Rosenberg Standards Track [Page 2] RFC 3856 SIP Presence August 2004

 SIP networks can allow SUBSCRIBE requests to be routed to the same
 server.  This means that SIP networks can be reused to establish
 global connectivity for presence subscriptions and notifications.
 This event package is based on the concept of a presence agent, which
 is a new logical entity that is capable of accepting subscriptions,
 storing subscription state, and generating notifications when there
 are changes in presence.  The entity is defined as a logical one,
 since it is generally co-resident with another entity.
 This event package is also compliant with the Common Presence Profile
 (CPP) framework that has been defined in [3].  This allows SIP for
 presence to easily interwork with other presence systems compliant to
 CPP.

2. Terminology

 In this document, the key words "MUST", "MUST NOT", "REQUIRED",
 "SHALL", "SHALL NOT", "SHOULD", "SHOULD NOT", "RECOMMENDED", "MAY",
 and "OPTIONAL" are to be interpreted as described in RFC 2119 [4] and
 indicate requirement levels for compliant implementations.

3. Definitions

 This document uses the terms as defined in RFC 2778 [10].
 Additionally, the following terms are defined and/or additionally
 clarified:
    Presence User Agent (PUA): A Presence User Agent manipulates
       presence information for a presentity.  This manipulation can
       be the side effect of some other action (such as sending a SIP
       REGISTER request to add a new Contact) or can be done
       explicitly through the publication of presence documents.  We
       explicitly allow multiple PUAs per presentity.  This means that
       a user can have many devices (such as a cell phone and Personal
       Digital Assistant (PDA)), each of which is independently
       generating a component of the overall presence information for
       a presentity.  PUAs push data into the presence system, but are
       outside of it, in that they do not receive SUBSCRIBE messages
       or send NOTIFY messages.
    Presence Agent (PA): A presence agent is a SIP user agent which is
       capable of receiving SUBSCRIBE requests, responding to them,
       and generating notifications of changes in presence state.  A
       presence agent must have knowledge of the presence state of a
       presentity.  This means that it must have access to presence
       data manipulated by PUAs for the presentity.  One way to do
       this is by co-locating the PA with the proxy/registrar.

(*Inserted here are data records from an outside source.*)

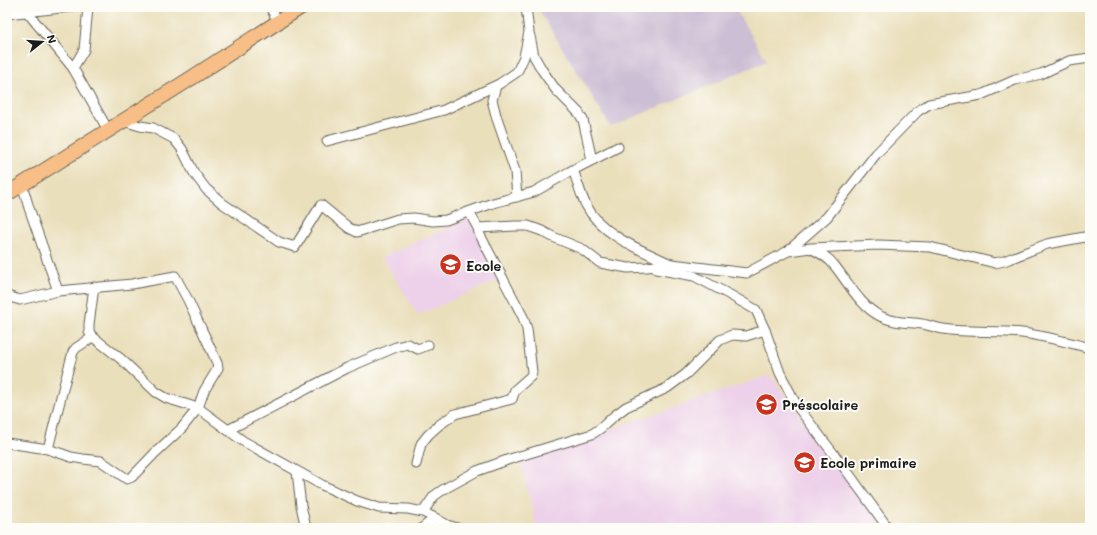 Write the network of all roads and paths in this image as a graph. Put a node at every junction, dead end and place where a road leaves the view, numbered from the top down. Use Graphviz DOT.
graph roads {
  1 [pos="70,7"];
  2 [pos="88,7"];
  3 [pos="270,7"];
  4 [pos="301,7"];
  5 [pos="526,7"];
  6 [pos="24,9"];
  7 [pos="7,14"];
  8 [pos="278,21"];
  9 [pos="528,32"];
  10 [pos="1090,58"];
  11 [pos="73,68"];
  12 [pos="496,86"];
  13 [pos="123,121"];
  14 [pos="108,130"];
  15 [pos="328,141"];
  16 [pos="618,147"];
  17 [pos="592,160"];
  18 [pos="573,170"];
  19 [pos="22,184"];
  20 [pos="7,194"];
  21 [pos="517,197"];
  22 [pos="469,212"];
  23 [pos="478,228"];
  24 [pos="1090,236"];
  25 [pos="811,248"];
  26 [pos="788,251"];
  27 [pos="672,264"];
  28 [pos="646,268"];
  29 [pos="94,287"];
  30 [pos="58,291"];
  31 [pos="7,296"];
  32 [pos="766,330"];
  33 [pos="94,337"];
  34 [pos="428,345"];
  35 [pos="1090,348"];
  36 [pos="198,408"];
  37 [pos="228,430"];
  38 [pos="7,443"];
  39 [pos="48,449"];
  40 [pos="416,464"];
  41 [pos="297,472"];
  42 [pos="423,512"];
  43 [pos="435,518"];
  44 [pos="306,528"];
  45 [pos="422,528"];
  46 [pos="457,528"];
  47 [pos="888,528"];
  1 -- 6 [label="street"];
  2 -- 11 [label="street"];
  3 -- 8 [label="street"];
  4 -- 8 [label="main road"];
  5 -- 9 [label="street"];
  6 -- 7 [label="street"];
  6 -- 11 [label="street"];
  8 -- 13 [label="main road"];
  9 -- 12 [label="street"];
  9 -- 17 [label="street"];
  10 -- 26 [label="street"];
  11 -- 14 [label="street"];
  12 -- 15 [label="street"];
  12 -- 21 [label="street"];
  13 -- 14 [label="main road"];
  13 -- 22 [label="street"];
  14 -- 19 [label="main road"];
  16 -- 17 [label="street"];
  17 -- 18 [label="street"];
  18 -- 21 [label="street"];
  18 -- 27 [label="street"];
  19 -- 20 [label="main road"];
  19 -- 30 [label="street"];
  21 -- 22 [label="street"];
  22 -- 23 [label="street"];
  23 -- 28 [label="street"];
  23 -- 40 [label="street"];
  24 -- 25 [label="street"];
  25 -- 26 [label="street"];
  25 -- 35 [label="street"];
  26 -- 27 [label="street"];
  27 -- 28 [label="street"];
  28 -- 32 [label="street"];
  29 -- 30 [label="street"];
  29 -- 33 [label="street"];
  29 -- 36 [label="street"];
  30 -- 31 [label="street"];
  32 -- 42 [label="street"];
  32 -- 47 [label="street"];
  33 -- 36 [label="street"];
  33 -- 39 [label="street"];
  34 -- 37 [label="street"];
  36 -- 37 [label="street"];
  36 -- 39 [label="street"];
  37 -- 41 [label="street"];
  38 -- 39 [label="street"];
  41 -- 42 [label="street"];
  41 -- 44 [label="street"];
  42 -- 43 [label="street"];
  43 -- 45 [label="street"];
  43 -- 46 [label="street"];
}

Rosenberg Standards Track [Page 3] RFC 3856 SIP Presence August 2004

       Another way is to co-locate it with the presence user agent of
       the presentity.  However, these are not the only ways, and this
       specification makes no recommendations about where the PA
       function should be located.  A PA is always addressable with a
       SIP URI that uniquely identifies the presentity (i.e.,
       sip:joe@example.com).  There can be multiple PAs for a
       particular presentity, each of which handles some subset of the
       total subscriptions currently active for the presentity.  A PA
       is also a notifier (defined in RFC 3265 [2]) that supports the
       presence event package.
    Presence Server: A presence server is a physical entity that can
       act as either a presence agent or as a proxy server for
       SUBSCRIBE requests.  When acting as a PA, it is aware of the
       presence information of the presentity through some protocol
       means.  When acting as a proxy, the SUBSCRIBE requests are
       proxied to another entity that may act as a PA.
    Edge Presence Server: An edge presence server is a presence agent
       that is co-located with a PUA.  It is aware of the presence
       information of the presentity because it is co-located with the
       entity that manipulates this presence information.

4. Overview of Operation

 In this section, we present an overview of the operation of this
 event package.  The overview describes behavior that is documented in
 part here, in part within the SIP event framework [2], and in part in
 the SIP specification [1], in order to provide clarity on this
 package for readers only casually familiar with those specifications.
 However, the detailed semantics of this package require the reader to
 be familiar with SIP events and the SIP specification itself.
 When an entity, the subscriber, wishes to learn about presence
 information from some user, it creates a SUBSCRIBE request.  This
 request identifies the desired presentity in the Request-URI, using a
 SIP URI, SIPS URI [1] or a presence (pres) URI [3].  The SUBSCRIBE
 request is carried along SIP proxies as any other SIP request would
 be.  In most cases, it eventually arrives at a presence server, which
 can either generate a response to the request (in which case it acts
 as the presence agent for the presentity), or proxy it on to an edge
 presence server.  If the edge presence server handles the
 subscription, it is acting as the presence agent for the presentity.
 The decision at a presence server about whether to proxy or terminate
 the SUBSCRIBE is a local matter; however, we describe one way to
 effect such a configuration, using REGISTER.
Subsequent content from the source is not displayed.